Ce que nous voyons apparaît en noir et blanc. Ce que nous voyons, soigneusement tirée et encadrée, l’artiste ne l’a pas vu, du moins pas strictement sous cette forme, avant l’opération de capture d’image : le sujet enfermé dans la chambre à vide, minuscule… Et cependant, ce que nous voyons ne relève pas de la pure construction technologique : cela existe bien dans le réel ; ce sont pour la plupart des insectes, coléoptères, abeilles, mouches, papillons, moustiques… Plus exactement, des fragments de corps, un bout d’aile, un dard, les poils autour de l’œil. Ce sont des fragments et pourtant les images d’Yves Trémorin ne sont pas à considérer comme des synecdoques (ces figures de rhétorique qui disent le tout par la partie) car ici, chaque réalité visuelle ainsi obtenue revendique sa totale autonomie : une image est toujours une image totale, son hors-champ étant à verser au dossier de l’imaginaire.
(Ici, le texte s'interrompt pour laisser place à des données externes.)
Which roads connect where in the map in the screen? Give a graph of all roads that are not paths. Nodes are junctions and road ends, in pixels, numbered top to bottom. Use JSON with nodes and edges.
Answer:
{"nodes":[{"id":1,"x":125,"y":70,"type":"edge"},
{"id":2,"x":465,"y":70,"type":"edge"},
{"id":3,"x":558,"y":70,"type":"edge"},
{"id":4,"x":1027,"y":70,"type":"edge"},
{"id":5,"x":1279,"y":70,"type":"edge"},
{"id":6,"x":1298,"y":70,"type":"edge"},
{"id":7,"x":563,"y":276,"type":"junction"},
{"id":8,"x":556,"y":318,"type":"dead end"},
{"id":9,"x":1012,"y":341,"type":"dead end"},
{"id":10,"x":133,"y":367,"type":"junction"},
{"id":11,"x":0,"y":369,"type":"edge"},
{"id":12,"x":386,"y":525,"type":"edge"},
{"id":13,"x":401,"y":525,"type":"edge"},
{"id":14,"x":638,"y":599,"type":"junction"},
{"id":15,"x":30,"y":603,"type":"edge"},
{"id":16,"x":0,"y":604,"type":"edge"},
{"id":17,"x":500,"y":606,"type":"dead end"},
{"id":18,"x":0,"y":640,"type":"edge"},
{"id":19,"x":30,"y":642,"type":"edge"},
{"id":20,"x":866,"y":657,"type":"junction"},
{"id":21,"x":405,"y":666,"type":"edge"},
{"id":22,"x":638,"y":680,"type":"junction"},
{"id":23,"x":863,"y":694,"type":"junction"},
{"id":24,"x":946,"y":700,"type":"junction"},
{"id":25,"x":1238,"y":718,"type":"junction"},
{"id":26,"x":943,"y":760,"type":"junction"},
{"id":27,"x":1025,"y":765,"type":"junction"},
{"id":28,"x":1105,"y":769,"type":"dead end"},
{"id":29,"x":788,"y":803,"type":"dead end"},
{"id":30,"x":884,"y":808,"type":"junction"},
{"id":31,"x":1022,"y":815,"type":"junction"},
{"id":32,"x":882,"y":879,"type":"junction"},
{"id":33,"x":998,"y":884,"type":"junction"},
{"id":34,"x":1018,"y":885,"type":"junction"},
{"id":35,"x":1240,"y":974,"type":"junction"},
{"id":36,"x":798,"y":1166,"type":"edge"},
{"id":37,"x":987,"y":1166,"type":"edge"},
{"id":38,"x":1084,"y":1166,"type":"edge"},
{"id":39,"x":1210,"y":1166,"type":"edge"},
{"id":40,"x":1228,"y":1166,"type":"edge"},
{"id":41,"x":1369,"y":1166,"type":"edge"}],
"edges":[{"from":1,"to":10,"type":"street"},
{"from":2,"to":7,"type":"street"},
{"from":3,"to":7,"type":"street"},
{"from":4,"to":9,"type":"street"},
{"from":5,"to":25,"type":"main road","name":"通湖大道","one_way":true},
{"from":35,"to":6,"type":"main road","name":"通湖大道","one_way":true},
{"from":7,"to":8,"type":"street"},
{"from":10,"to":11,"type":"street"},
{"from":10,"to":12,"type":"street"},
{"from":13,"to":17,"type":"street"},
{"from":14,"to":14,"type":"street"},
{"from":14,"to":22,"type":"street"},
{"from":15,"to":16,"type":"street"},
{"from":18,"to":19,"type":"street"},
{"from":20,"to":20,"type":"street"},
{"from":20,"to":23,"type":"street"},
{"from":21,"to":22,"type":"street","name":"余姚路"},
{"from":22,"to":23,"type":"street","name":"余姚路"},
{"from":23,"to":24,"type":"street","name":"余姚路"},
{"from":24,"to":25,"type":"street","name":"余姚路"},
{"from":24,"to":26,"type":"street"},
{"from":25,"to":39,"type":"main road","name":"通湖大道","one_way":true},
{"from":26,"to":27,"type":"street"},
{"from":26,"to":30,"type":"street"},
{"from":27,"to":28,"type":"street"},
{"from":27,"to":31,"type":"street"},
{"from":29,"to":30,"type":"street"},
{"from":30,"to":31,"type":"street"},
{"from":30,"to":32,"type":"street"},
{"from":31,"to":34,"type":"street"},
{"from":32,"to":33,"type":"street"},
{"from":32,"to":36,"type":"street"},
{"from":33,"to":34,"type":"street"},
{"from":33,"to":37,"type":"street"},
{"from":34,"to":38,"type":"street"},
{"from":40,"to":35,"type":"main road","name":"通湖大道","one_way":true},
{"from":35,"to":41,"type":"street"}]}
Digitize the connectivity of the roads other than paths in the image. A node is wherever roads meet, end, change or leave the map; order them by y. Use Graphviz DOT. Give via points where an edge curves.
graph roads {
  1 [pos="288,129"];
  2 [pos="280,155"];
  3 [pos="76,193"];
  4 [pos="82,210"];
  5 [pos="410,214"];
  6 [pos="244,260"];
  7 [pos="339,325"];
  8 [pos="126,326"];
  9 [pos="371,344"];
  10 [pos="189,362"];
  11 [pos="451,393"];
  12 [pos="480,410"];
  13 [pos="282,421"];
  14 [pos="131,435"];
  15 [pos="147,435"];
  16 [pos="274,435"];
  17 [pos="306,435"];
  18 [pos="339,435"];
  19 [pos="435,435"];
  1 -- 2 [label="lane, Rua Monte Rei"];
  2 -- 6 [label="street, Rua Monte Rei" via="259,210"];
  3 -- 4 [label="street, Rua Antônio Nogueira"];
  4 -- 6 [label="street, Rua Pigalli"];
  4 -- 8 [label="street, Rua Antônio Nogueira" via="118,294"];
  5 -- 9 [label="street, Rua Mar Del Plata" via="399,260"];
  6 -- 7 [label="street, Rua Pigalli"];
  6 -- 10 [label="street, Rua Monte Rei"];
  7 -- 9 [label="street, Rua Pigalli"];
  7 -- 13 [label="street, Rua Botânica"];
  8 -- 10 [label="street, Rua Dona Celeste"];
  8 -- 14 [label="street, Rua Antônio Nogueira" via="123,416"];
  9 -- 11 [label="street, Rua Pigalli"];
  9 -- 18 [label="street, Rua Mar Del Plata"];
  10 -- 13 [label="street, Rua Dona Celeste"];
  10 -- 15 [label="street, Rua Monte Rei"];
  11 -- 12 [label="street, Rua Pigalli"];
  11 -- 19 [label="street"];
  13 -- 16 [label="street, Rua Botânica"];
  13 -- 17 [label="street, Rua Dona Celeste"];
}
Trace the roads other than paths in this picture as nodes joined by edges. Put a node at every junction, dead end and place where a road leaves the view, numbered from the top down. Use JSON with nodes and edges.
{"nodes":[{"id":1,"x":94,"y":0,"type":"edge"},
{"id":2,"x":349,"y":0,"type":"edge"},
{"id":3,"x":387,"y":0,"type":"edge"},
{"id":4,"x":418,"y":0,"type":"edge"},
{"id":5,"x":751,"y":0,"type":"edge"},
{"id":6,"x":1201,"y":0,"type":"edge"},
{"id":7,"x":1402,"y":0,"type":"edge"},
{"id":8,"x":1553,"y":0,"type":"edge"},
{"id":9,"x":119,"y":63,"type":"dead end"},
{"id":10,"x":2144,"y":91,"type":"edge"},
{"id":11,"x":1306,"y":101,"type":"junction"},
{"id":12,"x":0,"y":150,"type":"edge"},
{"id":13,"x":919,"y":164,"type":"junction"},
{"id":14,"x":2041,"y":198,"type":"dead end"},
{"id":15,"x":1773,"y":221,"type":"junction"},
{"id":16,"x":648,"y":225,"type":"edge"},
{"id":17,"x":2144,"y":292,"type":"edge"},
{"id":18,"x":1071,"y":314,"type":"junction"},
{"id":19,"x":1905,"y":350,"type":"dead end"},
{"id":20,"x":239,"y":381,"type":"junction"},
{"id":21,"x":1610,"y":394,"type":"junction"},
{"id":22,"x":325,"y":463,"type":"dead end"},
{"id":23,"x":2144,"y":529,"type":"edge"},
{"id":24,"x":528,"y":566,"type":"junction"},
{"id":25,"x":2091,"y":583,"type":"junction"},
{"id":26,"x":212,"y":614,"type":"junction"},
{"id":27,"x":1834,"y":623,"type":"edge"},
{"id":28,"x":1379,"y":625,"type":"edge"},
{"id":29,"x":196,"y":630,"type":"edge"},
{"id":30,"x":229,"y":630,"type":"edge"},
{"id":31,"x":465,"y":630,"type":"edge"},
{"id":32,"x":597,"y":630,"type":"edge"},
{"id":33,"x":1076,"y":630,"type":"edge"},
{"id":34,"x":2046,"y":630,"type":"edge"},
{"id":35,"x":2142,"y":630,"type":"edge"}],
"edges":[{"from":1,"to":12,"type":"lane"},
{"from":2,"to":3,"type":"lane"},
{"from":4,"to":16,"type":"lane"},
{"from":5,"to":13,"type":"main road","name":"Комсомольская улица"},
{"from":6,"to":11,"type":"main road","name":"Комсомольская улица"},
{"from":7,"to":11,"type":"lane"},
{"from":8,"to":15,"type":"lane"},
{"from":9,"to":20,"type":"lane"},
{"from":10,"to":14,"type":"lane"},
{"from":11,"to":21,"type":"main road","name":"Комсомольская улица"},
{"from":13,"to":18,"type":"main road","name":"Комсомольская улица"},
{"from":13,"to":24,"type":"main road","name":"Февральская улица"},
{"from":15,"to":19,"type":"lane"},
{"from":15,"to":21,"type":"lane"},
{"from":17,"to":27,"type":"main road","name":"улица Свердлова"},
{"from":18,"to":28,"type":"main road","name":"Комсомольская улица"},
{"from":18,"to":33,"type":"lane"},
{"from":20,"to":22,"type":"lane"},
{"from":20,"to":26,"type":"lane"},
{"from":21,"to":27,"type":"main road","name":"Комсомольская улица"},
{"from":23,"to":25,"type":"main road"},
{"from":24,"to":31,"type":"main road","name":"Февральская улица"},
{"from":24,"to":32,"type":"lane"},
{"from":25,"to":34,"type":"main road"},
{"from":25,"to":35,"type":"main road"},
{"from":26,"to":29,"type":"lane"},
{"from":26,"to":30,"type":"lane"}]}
Cette autonomie des images, au-delà de son principe même, est obtenue par un long et patient travail sur ordinateur (Photoshop en l’occurrence) confié à son collaborateur Denis Fernandez-Quintanilla avec lequel l’artiste dote ces images plates de toute la subtile épaisseur formelle et chromatique (la gamme des gris) par laquelle elles nous séduisent. L’opération consiste ici à ramener des images destinées à des usages scientifiques dans le champ esthétique sous l’apparence et les conventions de la photographie. Et si elles sont tirées avec tant de soin, c’est moins dans le but d’obtenir l’émotion forcément factice émanant d’un réel manipulé que ce que l’artiste nomme lui-même « l’émotion physique du papier ». Ainsi, ce que nous voyons semble parfois venir des catégories de l’histoire de l’art et de la photographie : ici un paysage, là une étude digne d’un Hollandais du 17ème siècle ou de Karl Blossfeldt ; tantôt un fouillis végétal sans repères comme dans certains tableaux de Max Ernst, tantôt quelque drapé issu d’un maître classique ou d’un primitif de la photographie.
Ces images récentes d’Yves Trémorin se caractérisent par une indécidabilité très énergique, une beauté qui, à la fois, vient de nulle part et du cœur du monde, une beauté qui procède de l’invention autant que de la connaissance, une beauté de la liaison. Seuls les grands artistes sont à même d’assurer la continuité du réel.
Jean-Marc Huitorel, Rennes, novembre 2011.